Luckily World of 7 Billion is here is help. This resource includes detailed lesson plans for middle school and high school students. Many of the lessons could easily be adapted for younger students as well. The lessons are very interactive and many of the activities are projects or simulations that make students feel that they are connected with the topic.
The activity called Chips of Trade has students collect chips to represent the number of resources in their country. I put the chips on the floor in the center of the room and let students grab as many as they can. It can be chaotic and students can be vicious, but it mimics how nations behave when it comes to collecting resources.
Based on the number of chips students collect they are assigned a country. If you are lucky enough to get several chips you could be a country like Canada. However, you might end up being a less developed country like Burundi if you collect very few chips. If you collect enough resources to be somewhere in the middle you might end up being a country like Colombia or Nepal. The chart included with the lesson includes real details about each country such as the birth/death rate, export/import totals and the population growth rate. It really lets students feel first hand the effects of having many or few resources in their country.

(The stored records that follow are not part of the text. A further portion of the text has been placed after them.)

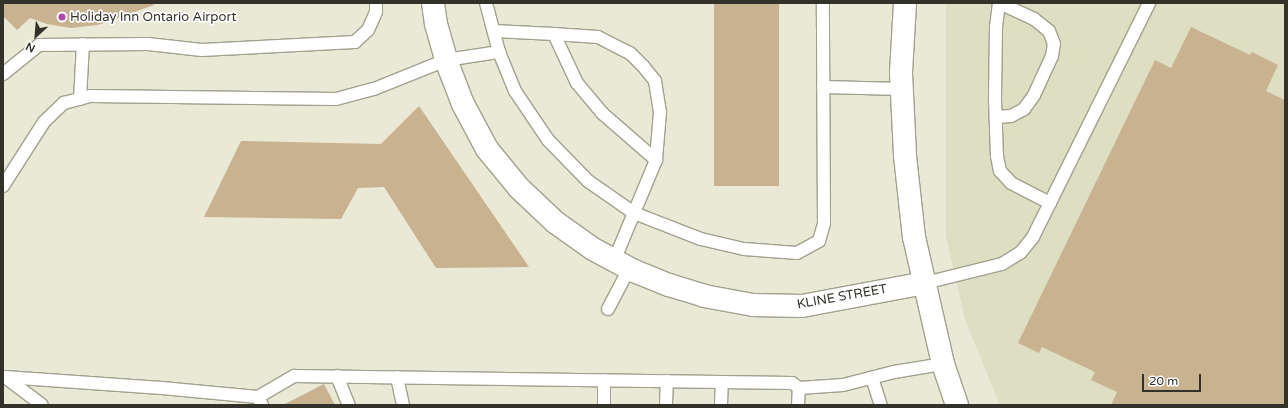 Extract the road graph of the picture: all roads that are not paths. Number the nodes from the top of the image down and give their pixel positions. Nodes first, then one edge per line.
1 (376, 3) edge
2 (433, 3) edge
3 (486, 3) edge
4 (823, 3) edge
5 (905, 3) edge
6 (999, 3) edge
7 (1149, 3) edge
8 (494, 31) junction
9 (554, 34) junction
10 (83, 44) junction
11 (499, 52) junction
12 (446, 60) junction
13 (3, 74) edge
14 (823, 87) junction
15 (902, 88) junction
16 (80, 99) junction
17 (996, 117) junction
18 (656, 160) junction
19 (3, 186) edge
20 (1050, 203) junction
21 (634, 213) junction
22 (621, 265) junction
23 (925, 282) junction
24 (608, 310) dead end
25 (943, 364) junction
26 (337, 376) junction
27 (397, 377) junction
28 (872, 378) junction
29 (604, 380) junction
30 (667, 381) junction
31 (722, 382) junction
32 (799, 388) junction
33 (260, 401) edge
34 (42, 405) edge
35 (349, 405) edge
36 (403, 405) edge
37 (604, 405) edge
38 (666, 405) edge
39 (722, 405) edge
40 (798, 405) edge
41 (881, 405) edge
42 (957, 405) edge

1 - 10 lane
2 - 12 street, KLINE STREET
3 - 8 lane
4 - 14 lane
5 - 15 street
6 - 17 lane
6 - 17 lane
7 - 20 lane
8 - 9 lane
8 - 11 lane
9 - 18 lane
9 - 18 lane
10 - 13 lane
10 - 16 lane
11 - 12 lane
11 - 21 lane
12 - 16 lane
12 - 22 street, KLINE STREET
14 - 15 lane
14 - 21 lane
15 - 23 street
16 - 19 lane
17 - 20 lane
18 - 21 lane
20 - 23 lane
21 - 22 lane
22 - 23 street, KLINE STREET
22 - 24 lane
23 - 25 street
25 - 28 lane
25 - 42 street
26 - 27 lane
26 - 33 lane
26 - 35 lane
27 - 29 lane
27 - 36 lane
28 - 32 lane
28 - 41 lane
29 - 30 lane
29 - 37 lane
30 - 31 lane
30 - 38 lane
31 - 32 lane
31 - 39 lane
32 - 40 lane
33 - 34 lane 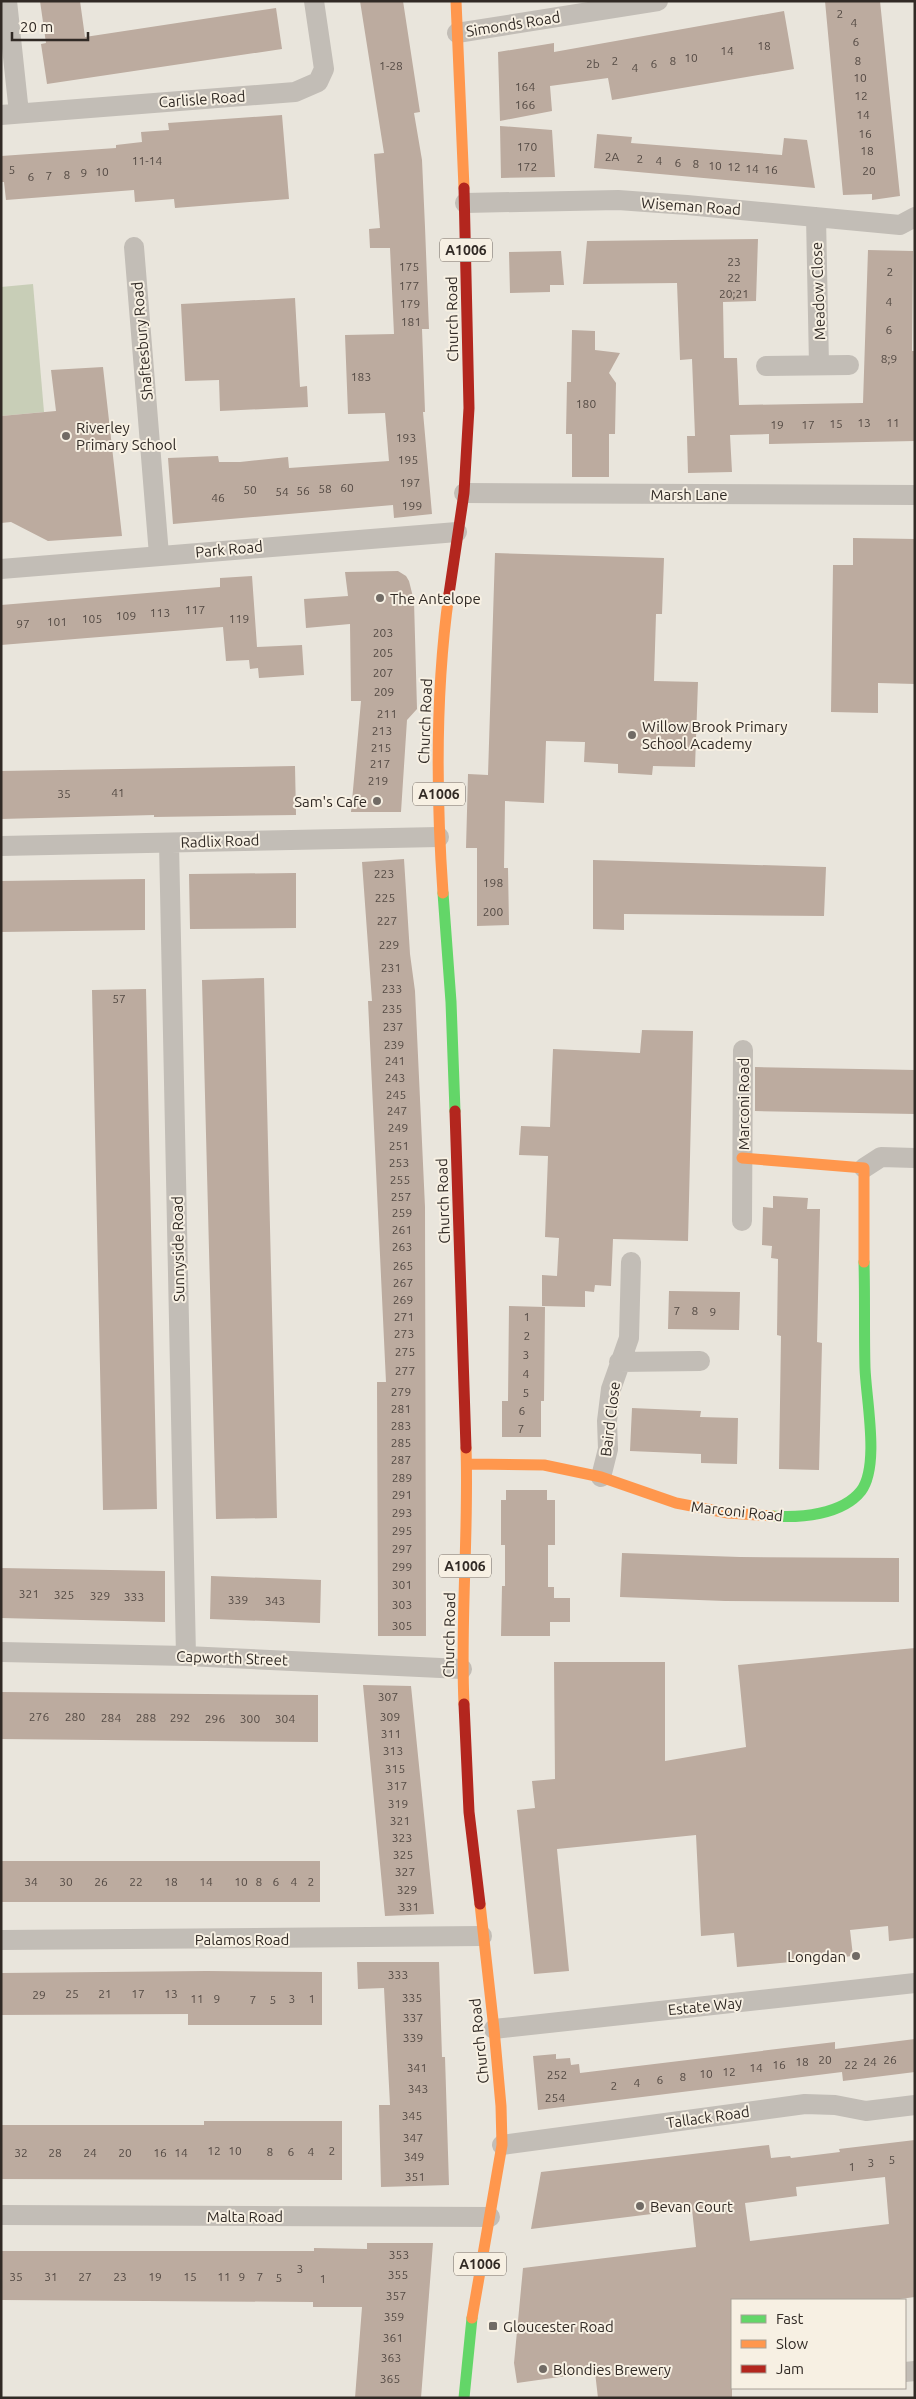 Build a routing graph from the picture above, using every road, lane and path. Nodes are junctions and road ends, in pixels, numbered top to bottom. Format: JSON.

Another of my favorite lessons on World of 7 Billion is 7 Billion: Where Do You Stand? in which students decide if they agree or disagree with a list of statements related to population growth and they “take a stand” in the room near the sign with the side they agree with the most. This definitely can stir some passionate arguments. My students often walk out of the room still arguing about who is right on certain topics.
Whatever lesson you choose on World of 7 Billion it will be a success and students will be more engaged with the topic.
- You may want students to gather more information about the quality of life in Canada, Colombia, Nepal and Burundi so they have more of an idea about what each country is like before the simulation begins.
- There are 18 statements in the Where Do You Stand? lesson. Have students think about the statements and mark agree/disagree individually for all statements. You can either have the class choose a few statements or as the teacher you can choose the statements that are most relevant to discuss with the whole class.